Pourtant, beaucoup pensent qu'il est prématuré pour les chercheurs de médicaments de commencer à libérer leurs rats de laboratoire. Leslie Loew, membre du conseil consultatif de cellML et directeur du Center for Biomedical Imaging Technology du University of Connecticut Health Center, a rendu accessible sur le Web sa propre boîte à outils de modélisation : la Virtual Cell, à www.nrcam.uchc.edu . Dans cinq ans, prédit Loew, les logiciels de modélisation deviendront un outil de routine, peut-être indispensable, pour quiconque cherche à comprendre le fonctionnement des cellules.
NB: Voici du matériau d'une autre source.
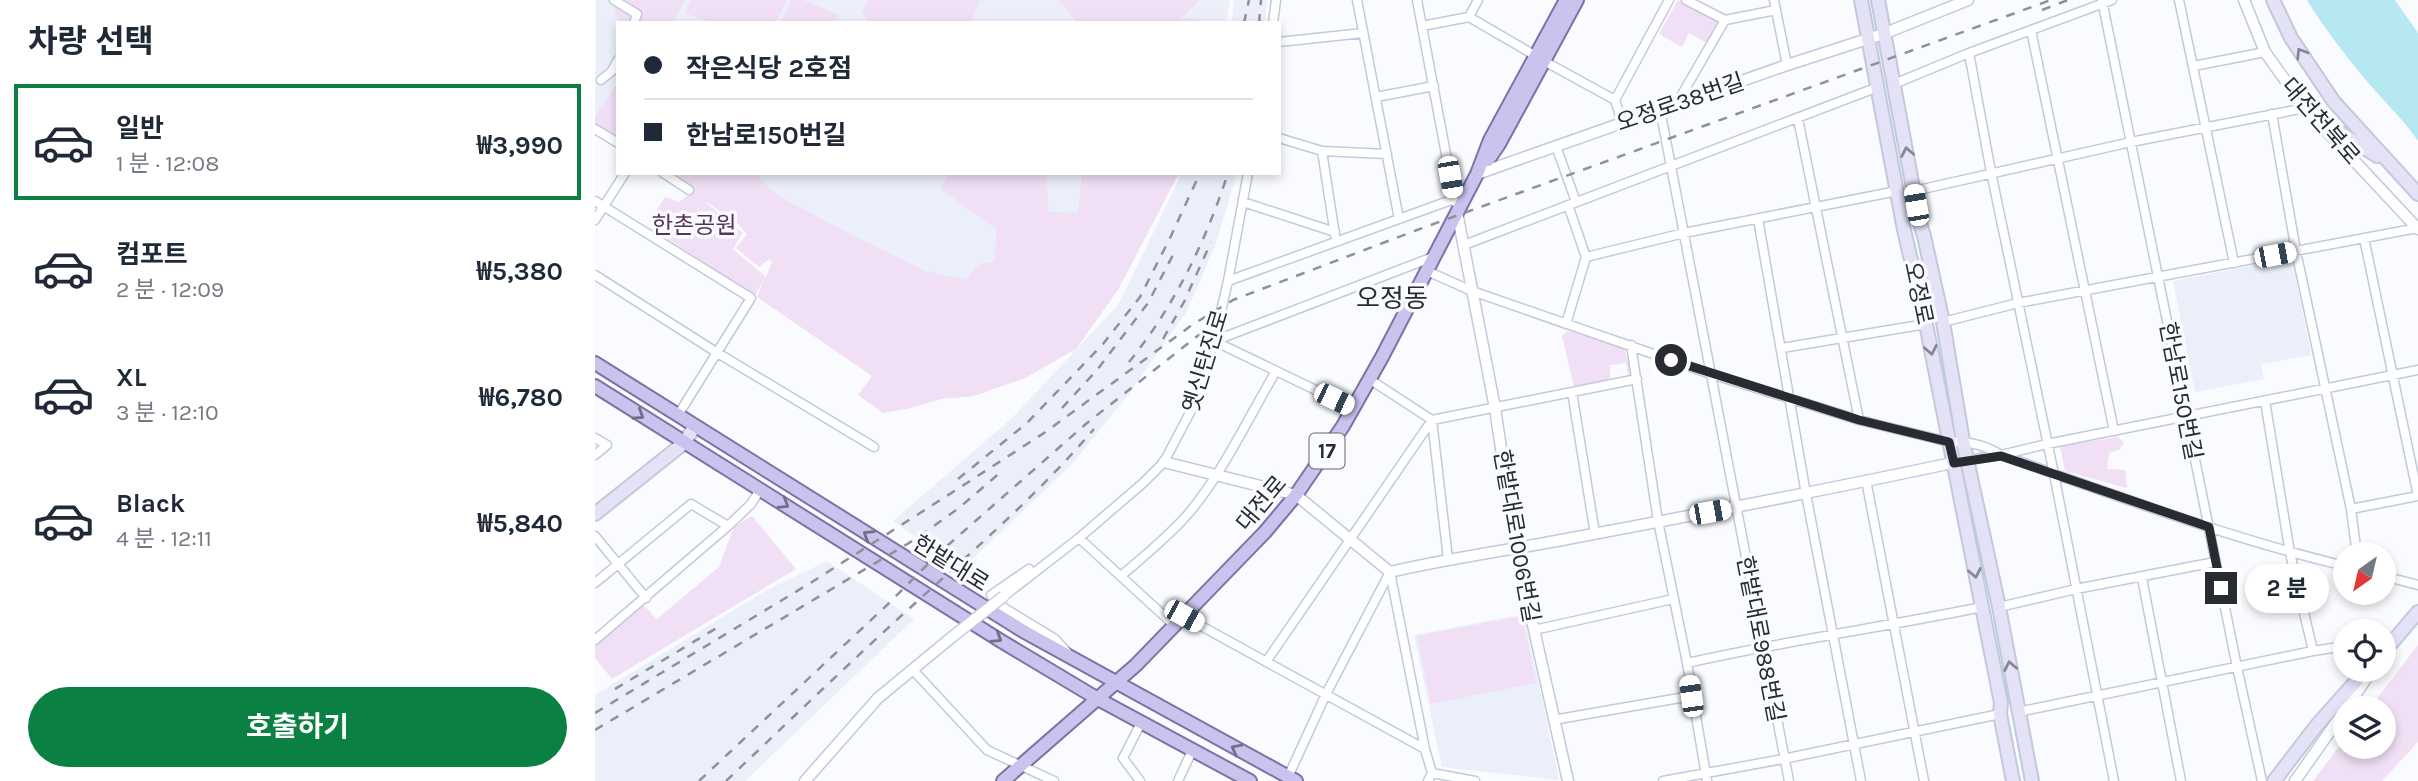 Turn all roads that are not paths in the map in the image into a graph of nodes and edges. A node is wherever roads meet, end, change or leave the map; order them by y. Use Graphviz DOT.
graph roads {
  1 [pos="614,0"];
  2 [pos="1276,0"];
  3 [pos="1357,0"];
  4 [pos="1417,0"];
  5 [pos="1478,0"];
  6 [pos="1566,0"];
  7 [pos="1577,0"];
  8 [pos="1669,0"];
  9 [pos="1686,0"];
  10 [pos="1774,0"];
  11 [pos="1861,0"];
  12 [pos="1878,0"];
  13 [pos="2179,0"];
  14 [pos="2244,0"];
  15 [pos="2273,0"];
  16 [pos="1963,1"];
  17 [pos="2106,1"];
  18 [pos="1776,10"];
  19 [pos="1469,17"];
  20 [pos="1725,20"];
  21 [pos="635,21"];
  22 [pos="1273,21"];
  23 [pos="1422,26"];
  24 [pos="2031,30"];
  25 [pos="1363,33"];
  26 [pos="1883,34"];
  27 [pos="1869,37"];
  28 [pos="1281,42"];
  29 [pos="2265,52"];
  30 [pos="1969,53"];
  31 [pos="1540,58"];
  32 [pos="616,64"];
  33 [pos="1787,65"];
  34 [pos="2194,66"];
  35 [pos="601,80"];
  36 [pos="1893,84"];
  37 [pos="1434,86"];
  38 [pos="1878,87"];
  39 [pos="1376,97"];
  40 [pos="1615,100"];
  41 [pos="1677,103"];
  42 [pos="1660,109"];
  43 [pos="2309,112"];
  44 [pos="2272,114"];
  45 [pos="1798,119"];
  46 [pos="1622,122"];
  47 [pos="2205,128"];
  48 [pos="595,129"];
  49 [pos="1281,139"];
  50 [pos="616,142"];
  51 [pos="2131,142"];
  52 [pos="1556,146"];
  53 [pos="1322,151"];
  54 [pos="1387,154"];
  55 [pos="2056,158"];
  56 [pos="1671,166"];
  57 [pos="2391,166"];
  58 [pos="1991,172"];
  59 [pos="1477,174"];
  60 [pos="624,175"];
  61 [pos="666,175"];
  62 [pos="1248,175"];
  63 [pos="689,190"];
  64 [pos="1896,191"];
  65 [pos="1914,191"];
  66 [pos="2418,194"];
  67 [pos="595,201"];
  68 [pos="1243,202"];
  69 [pos="1572,204"];
  70 [pos="603,206"];
  71 [pos="1456,206"];
  72 [pos="1816,207"];
  73 [pos="1399,219"];
  74 [pos="1758,219"];
  75 [pos="595,220"];
  76 [pos="2418,228"];
  77 [pos="1684,233"];
  78 [pos="1336,237"];
  79 [pos="2364,238"];
  80 [pos="1464,245"];
  81 [pos="2296,251"];
  82 [pos="1434,256"];
  83 [pos="1586,257"];
  84 [pos="2234,263"];
  85 [pos="1427,271"];
  86 [pos="595,275"];
  87 [pos="2158,277"];
  88 [pos="1228,281"];
  89 [pos="1472,291"];
  90 [pos="2084,291"];
  91 [pos="2018,303"];
  92 [pos="1943,322"];
  93 [pos="1566,324"];
  94 [pos="1926,324"];
  95 [pos="1842,337"];
  96 [pos="1214,341"];
  97 [pos="1632,345"];
  98 [pos="1782,348"];
  99 [pos="716,352"];
  100 [pos="595,363"];
  101 [pos="2418,370"];
  102 [pos="1276,371"];
  103 [pos="1711,374"];
  104 [pos="2393,375"];
  105 [pos="1369,379"];
  106 [pos="1637,379"];
  107 [pos="595,386"];
  108 [pos="2326,389"];
  109 [pos="1572,392"];
  110 [pos="1790,398"];
  111 [pos="2265,401"];
  112 [pos="1353,408"];
  113 [pos="1495,408"];
  114 [pos="678,415"];
  115 [pos="2186,416"];
  116 [pos="1432,420"];
  117 [pos="1859,420"];
  118 [pos="695,426"];
  119 [pos="2114,430"];
  120 [pos="595,438"];
  121 [pos="1963,441"];
  122 [pos="1949,442"];
  123 [pos="684,443"];
  124 [pos="2047,444"];
  125 [pos="874,447"];
  126 [pos="595,455"];
  127 [pos="2001,456"];
  128 [pos="1960,461"];
  129 [pos="1164,462"];
  130 [pos="1216,474"];
  131 [pos="2054,474"];
  132 [pos="1866,480"];
  133 [pos="760,489"];
  134 [pos="1806,494"];
  135 [pos="1296,495"];
  136 [pos="2418,496"];
  137 [pos="1736,508"];
  138 [pos="2351,509"];
  139 [pos="595,514"];
  140 [pos="1658,521"];
  141 [pos="728,526"];
  142 [pos="2209,527"];
  143 [pos="1595,534"];
  144 [pos="595,536"];
  145 [pos="1079,538"];
  146 [pos="1351,539"];
  147 [pos="2355,542"];
  148 [pos="1515,549"];
  149 [pos="2290,553"];
  150 [pos="1448,559"];
  151 [pos="2215,562"];
  152 [pos="2333,563"];
  153 [pos="618,564"];
  154 [pos="1390,572"];
  155 [pos="1034,573"];
  156 [pos="1121,576"];
  157 [pos="2142,578"];
  158 [pos="2396,579"];
  159 [pos="595,583"];
  160 [pos="2418,585"];
  161 [pos="2076,589"];
  162 [pos="1004,596"];
  163 [pos="646,598"];
  164 [pos="1673,600"];
  165 [pos="1982,607"];
  166 [pos="1999,607"];
  167 [pos="2418,612"];
  168 [pos="1179,620"];
  169 [pos="1893,625"];
  170 [pos="1534,631"];
  171 [pos="1833,636"];
  172 [pos="2396,637"];
  173 [pos="595,640"];
  174 [pos="1762,646"];
  175 [pos="2333,648"];
  176 [pos="2313,651"];
  177 [pos="1076,662"];
  178 [pos="1266,662"];
  179 [pos="1687,663"];
  180 [pos="2237,667"];
  181 [pos="912,670"];
  182 [pos="2163,682"];
  183 [pos="1116,683"];
  184 [pos="2354,683"];
  185 [pos="1326,694"];
  186 [pos="1691,696"];
  187 [pos="2097,696"];
  188 [pos="1098,699"];
  189 [pos="2018,712"];
  190 [pos="2000,714"];
  191 [pos="1553,720"];
  192 [pos="1142,723"];
  193 [pos="2333,727"];
  194 [pos="1914,731"];
  195 [pos="2324,740"];
  196 [pos="1854,744"];
  197 [pos="1425,749"];
  198 [pos="1192,751"];
  199 [pos="1783,759"];
  200 [pos="1023,765"];
  201 [pos="1430,777"];
  202 [pos="1706,777"];
  203 [pos="1292,779"];
  204 [pos="805,781"];
  205 [pos="1003,781"];
  206 [pos="1054,781"];
  207 [pos="1140,781"];
  208 [pos="1178,781"];
  209 [pos="1249,781"];
  210 [pos="1475,781"];
  211 [pos="1568,781"];
  212 [pos="1663,781"];
  213 [pos="1789,781"];
  214 [pos="1861,781"];
  215 [pos="1924,781"];
  216 [pos="2013,781"];
  217 [pos="2032,781"];
  218 [pos="2114,781"];
  219 [pos="2181,781"];
  220 [pos="2262,781"];
  221 [pos="2274,781"];
  222 [pos="2295,781"];
  1 -- 21 [label="street"];
  2 -- 22 [label="street"];
  3 -- 25 [label="street"];
  4 -- 23 [label="street"];
  5 -- 19 [label="street"];
  6 -- 31 [label="main road, 대전로 / 17"];
  7 -- 31 [label="main road, 대전로 / 17"];
  8 -- 40 [label="street"];
  9 -- 20 [label="street"];
  10 -- 18 [label="street"];
  11 -- 27 [label="main road, 오정로"];
  12 -- 26 [label="main road, 오정로"];
  13 -- 34 [label="street"];
  14 -- 29 [label="street, 대전천북로"];
  57 -- 15 [label="main road, one-way"];
  16 -- 26 [label="street, 오정로38번길"];
  17 -- 24 [label="street"];
  17 -- 51 [label="street, 한남로150번길"];
  18 -- 20 [label="street"];
  18 -- 33 [label="street"];
  19 -- 23 [label="street"];
  19 -- 31 [label="street"];
  20 -- 41 [label="street"];
  23 -- 37 [label="street"];
  24 -- 30 [label="street"];
  24 -- 55 [label="street"];
  25 -- 28 [label="street"];
  25 -- 39 [label="street"];
  26 -- 27 [label="street, 오정로38번길"];
  26 -- 36 [label="main road, 오정로"];
  27 -- 33 [label="street, 오정로38번길"];
  27 -- 38 [label="main road, 오정로"];
  29 -- 34 [label="street"];
  29 -- 43 [label="street, 대전천북로"];
  30 -- 36 [label="street"];
  30 -- 58 [label="street"];
  31 -- 40 [label="street"];
  31 -- 59 [label="main road, 대전로 / 17"];
  32 -- 35 [label="street"];
  33 -- 41 [label="street, 오정로38번길"];
  34 -- 47 [label="street"];
  65 -- 36 [label="main road, 오정로, one-way"];
  37 -- 39 [label="street"];
  37 -- 71 [label="street"];
  38 -- 45 [label="street"];
  38 -- 64 [label="main road, 오정로"];
  39 -- 54 [label="street"];
  40 -- 46 [label="street"];
  41 -- 42 [label="street, 오정로38번길"];
  42 -- 46 [label="street, 오정로38번길"];
  42 -- 56 [label="street, 한밭대로988번길"];
  43 -- 44 [label="street"];
  43 -- 57 [label="main road"];
  43 -- 76 [label="street, 대전천북로"];
  44 -- 47 [label="street"];
  44 -- 81 [label="street"];
  45 -- 56 [label="street"];
  45 -- 72 [label="street"];
  46 -- 52 [label="street, 오정로38번길"];
  47 -- 51 [label="street"];
  47 -- 84 [label="street"];
  48 -- 50 [label="street"];
  49 -- 53 [label="street"];
  51 -- 55 [label="street"];
  51 -- 87 [label="street, 한남로150번길"];
  52 -- 59 [label="street, 오정로38번길"];
  52 -- 69 [label="street"];
  53 -- 54 [label="street"];
  53 -- 78 [label="street"];
  54 -- 73 [label="street"];
  55 -- 58 [label="street"];
  55 -- 90 [label="street"];
  56 -- 69 [label="street"];
  56 -- 77 [label="street, 한밭대로988번길"];
  57 -- 66 [label="main road"];
  58 -- 65 [label="street"];
  58 -- 91 [label="street"];
  59 -- 71 [label="main road, 대전로 / 17"];
  60 -- 70 [label="street"];
  61 -- 63 [label="street"];
  62 -- 68 [label="street, 옛신탄진로"];
  64 -- 72 [label="street"];
  64 -- 94 [label="main road, 오정로"];
  65 -- 92 [label="main road, 오정로"];
  67 -- 70 [label="street"];
  68 -- 78 [label="street"];
  68 -- 88 [label="street, 옛신탄진로"];
  69 -- 80 [label="street"];
  69 -- 83 [label="street"];
  70 -- 75 [label="street"];
  70 -- 99 [label="street"];
  71 -- 73 [label="street"];
  71 -- 80 [label="street, 한밭대로1006번길"];
  71 -- 82 [label="main road, 대전로 / 17"];
  72 -- 74 [label="street"];
  72 -- 95 [label="street"];
  73 -- 78 [label="street"];
  74 -- 77 [label="street"];
  74 -- 98 [label="street"];
  76 -- 79 [label="street"];
  77 -- 83 [label="street"];
  77 -- 103 [label="street, 한밭대로988번길"];
  78 -- 88 [label="street"];
  79 -- 81 [label="street"];
  79 -- 104 [label="street"];
  80 -- 89 [label="street, 한밭대로1006번길"];
  81 -- 84 [label="street"];
  81 -- 108 [label="street"];
  82 -- 85 [label="main road, 대전로 / 17"];
  82 -- 96 [label="street"];
  83 -- 93 [label="street"];
  84 -- 87 [label="street"];
  85 -- 89 [label="street"];
  85 -- 105 [label="main road, 대전로 / 17"];
  86 -- 99 [label="street"];
  87 -- 90 [label="street"];
  87 -- 115 [label="street, 한남로150번길"];
  88 -- 96 [label="street, 옛신탄진로"];
  89 -- 93 [label="street"];
  89 -- 113 [label="street, 한밭대로1006번길"];
  90 -- 91 [label="street"];
  90 -- 119 [label="street"];
  91 -- 92 [label="street"];
  91 -- 124 [label="street"];
  92 -- 121 [label="main road, 오정로"];
  93 -- 97 [label="street"];
  94 -- 95 [label="street"];
  94 -- 122 [label="main road, 오정로, one-way"];
  95 -- 98 [label="street"];
  95 -- 117 [label="street"];
  96 -- 102 [label="street"];
  96 -- 129 [label="street, 옛신탄진로"];
  97 -- 103 [label="street"];
  97 -- 106 [label="street"];
  98 -- 110 [label="street"];
  99 -- 114 [label="street"];
  99 -- 125 [label="street"];
  100 -- 114 [label="main road, 한밭대로"];
  101 -- 104 [label="street"];
  102 -- 112 [label="street"];
  102 -- 130 [label="street"];
  103 -- 110 [label="street"];
  103 -- 137 [label="street, 한밭대로988번길"];
  104 -- 108 [label="street"];
  104 -- 136 [label="street"];
  105 -- 112 [label="main road, 대전로 / 17"];
  105 -- 116 [label="street"];
  106 -- 109 [label="street"];
  106 -- 140 [label="street"];
  107 -- 123 [label="main road, 한밭대로, one-way"];
  108 -- 111 [label="street"];
  108 -- 138 [label="street"];
  109 -- 113 [label="street"];
  109 -- 143 [label="street"];
  110 -- 117 [label="street"];
  110 -- 134 [label="street"];
  111 -- 115 [label="street"];
  111 -- 149 [label="street"];
  112 -- 135 [label="main road, 대전로 / 17"];
  113 -- 116 [label="street"];
  113 -- 148 [label="street, 한밭대로1006번길"];
  114 -- 118 [label="main road, 한밭대로"];
  115 -- 119 [label="street"];
  115 -- 142 [label="street, 한남로150번길"];
  116 -- 146 [label="street"];
  116 -- 150 [label="street"];
  117 -- 122 [label="street"];
  118 -- 123 [label="main road"];
  177 -- 118 [label="main road, 한밭대로, one-way"];
  119 -- 124 [label="street"];
  120 -- 126 [label="street"];
  121 -- 122 [label="street"];
  121 -- 127 [label="street"];
  121 -- 128 [label="main road, 오정로"];
  122 -- 128 [label="main road, 오정로"];
  123 -- 133 [label="main road, 한밭대로"];
  123 -- 139 [label="main road"];
  124 -- 127 [label="street"];
  124 -- 131 [label="street"];
  127 -- 128 [label="street"];
  127 -- 131 [label="street"];
  128 -- 132 [label="street"];
  128 -- 165 [label="main road, 오정로, one-way"];
  128 -- 166 [label="main road, 오정로"];
  129 -- 130 [label="street"];
  129 -- 145 [label="street, 옛신탄진로"];
  130 -- 135 [label="street"];
  130 -- 156 [label="street"];
  131 -- 142 [label="street"];
  131 -- 161 [label="street"];
  132 -- 134 [label="street"];
  132 -- 169 [label="street"];
  133 -- 141 [label="street"];
  133 -- 188 [label="main road, 한밭대로, one-way"];
  134 -- 137 [label="street"];
  134 -- 171 [label="street"];
  135 -- 146 [label="street"];
  135 -- 168 [label="main road, 대전로 / 17"];
  136 -- 138 [label="street"];
  137 -- 140 [label="street"];
  137 -- 174 [label="street, 한밭대로988번길"];
  138 -- 147 [label="street"];
  140 -- 143 [label="street"];
  140 -- 164 [label="street"];
  141 -- 153 [label="street"];
  141 -- 163 [label="street"];
  142 -- 149 [label="street"];
  142 -- 151 [label="street, 한남로150번길"];
  143 -- 148 [label="street"];
  144 -- 153 [label="street"];
  145 -- 155 [label="street, 옛신탄진로"];
  145 -- 156 [label="street"];
  146 -- 154 [label="street"];
  146 -- 178 [label="street"];
  148 -- 150 [label="street"];
  148 -- 170 [label="street, 한밭대로1006번길"];
  149 -- 152 [label="street"];
  149 -- 176 [label="street"];
  150 -- 154 [label="street"];
  151 -- 157 [label="street"];
  151 -- 180 [label="street, 한남로150번길"];
  153 -- 159 [label="street"];
  153 -- 163 [label="street"];
  154 -- 185 [label="street"];
  154 -- 197 [label="street"];
  155 -- 162 [label="street, 옛신탄진로"];
  155 -- 177 [label="street"];
  156 -- 168 [label="street"];
  157 -- 161 [label="street"];
  157 -- 182 [label="street"];
  158 -- 160 [label="street"];
  161 -- 166 [label="street"];
  161 -- 187 [label="street"];
  162 -- 181 [label="street, bridge"];
  163 -- 173 [label="street"];
  164 -- 170 [label="street"];
  164 -- 179 [label="street"];
  165 -- 169 [label="street"];
  165 -- 190 [label="main road, 오정로"];
  189 -- 166 [label="main road, 오정로, one-way"];
  167 -- 172 [label="main road"];
  168 -- 178 [label="street"];
  168 -- 183 [label="main road, 대전로 / 17"];
  169 -- 171 [label="street"];
  169 -- 194 [label="street"];
  170 -- 191 [label="street, 한밭대로1006번길"];
  171 -- 174 [label="street"];
  171 -- 196 [label="street"];
  174 -- 179 [label="street"];
  174 -- 199 [label="street, 한밭대로988번길"];
  175 -- 176 [label="street"];
  176 -- 180 [label="street"];
  177 -- 183 [label="main road, 한밭대로"];
  178 -- 185 [label="street"];
  179 -- 186 [label="street"];
  180 -- 182 [label="street"];
  180 -- 220 [label="street, 한남로150번길"];
  181 -- 200 [label="street"];
  181 -- 204 [label="street"];
  182 -- 187 [label="street"];
  182 -- 219 [label="street"];
  183 -- 188 [label="main road, 대전로 / 17"];
  203 -- 183 [label="main road, 한밭대로, one-way"];
  184 -- 195 [label="street"];
  184 -- 221 [label="main road"];
  185 -- 197 [label="street"];
  185 -- 203 [label="street"];
  186 -- 191 [label="street"];
  186 -- 202 [label="street"];
  187 -- 189 [label="street"];
  187 -- 218 [label="street"];
  188 -- 192 [label="main road, 한밭대로"];
  188 -- 200 [label="main road, 대전로 / 17"];
  189 -- 217 [label="main road, 오정로"];
  190 -- 194 [label="street"];
  190 -- 216 [label="main road, 오정로"];
  191 -- 211 [label="street, 한밭대로1006번길"];
  192 -- 198 [label="main road, 한밭대로"];
  192 -- 207 [label="street"];
  193 -- 195 [label="street"];
  194 -- 196 [label="street"];
  194 -- 215 [label="street"];
  195 -- 222 [label="street"];
  196 -- 199 [label="street"];
  196 -- 214 [label="street"];
  197 -- 201 [label="street"];
  198 -- 208 [label="street"];
  198 -- 209 [label="main road, 한밭대로"];
  199 -- 202 [label="street"];
  199 -- 213 [label="street, 한밭대로988번길"];
  200 -- 205 [label="main road, 대전로 / 17"];
  200 -- 206 [label="street"];
  201 -- 210 [label="street"];
  202 -- 212 [label="street"];
}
Mais, prévient Loew, il faudra encore de nombreuses années pour construire des modèles complets et très précis de cellules entières, sans parler d'organes ou d'organismes entiers. Et le professeur de bio-informatique Masaru Tomita, dont le groupe de l'université Keio de Fujisawa, au Japon, a mis son logiciel de simulation E-Cell sur le Web à www.e-cell.org-accepte . Alors qu'E-Cell vise à modéliser des cellules entières et, éventuellement, des interactions entre une douzaine de cellules ou moins, Tomita dit que modéliser quoi que ce soit de plus complexe serait un tout autre jeu de balle.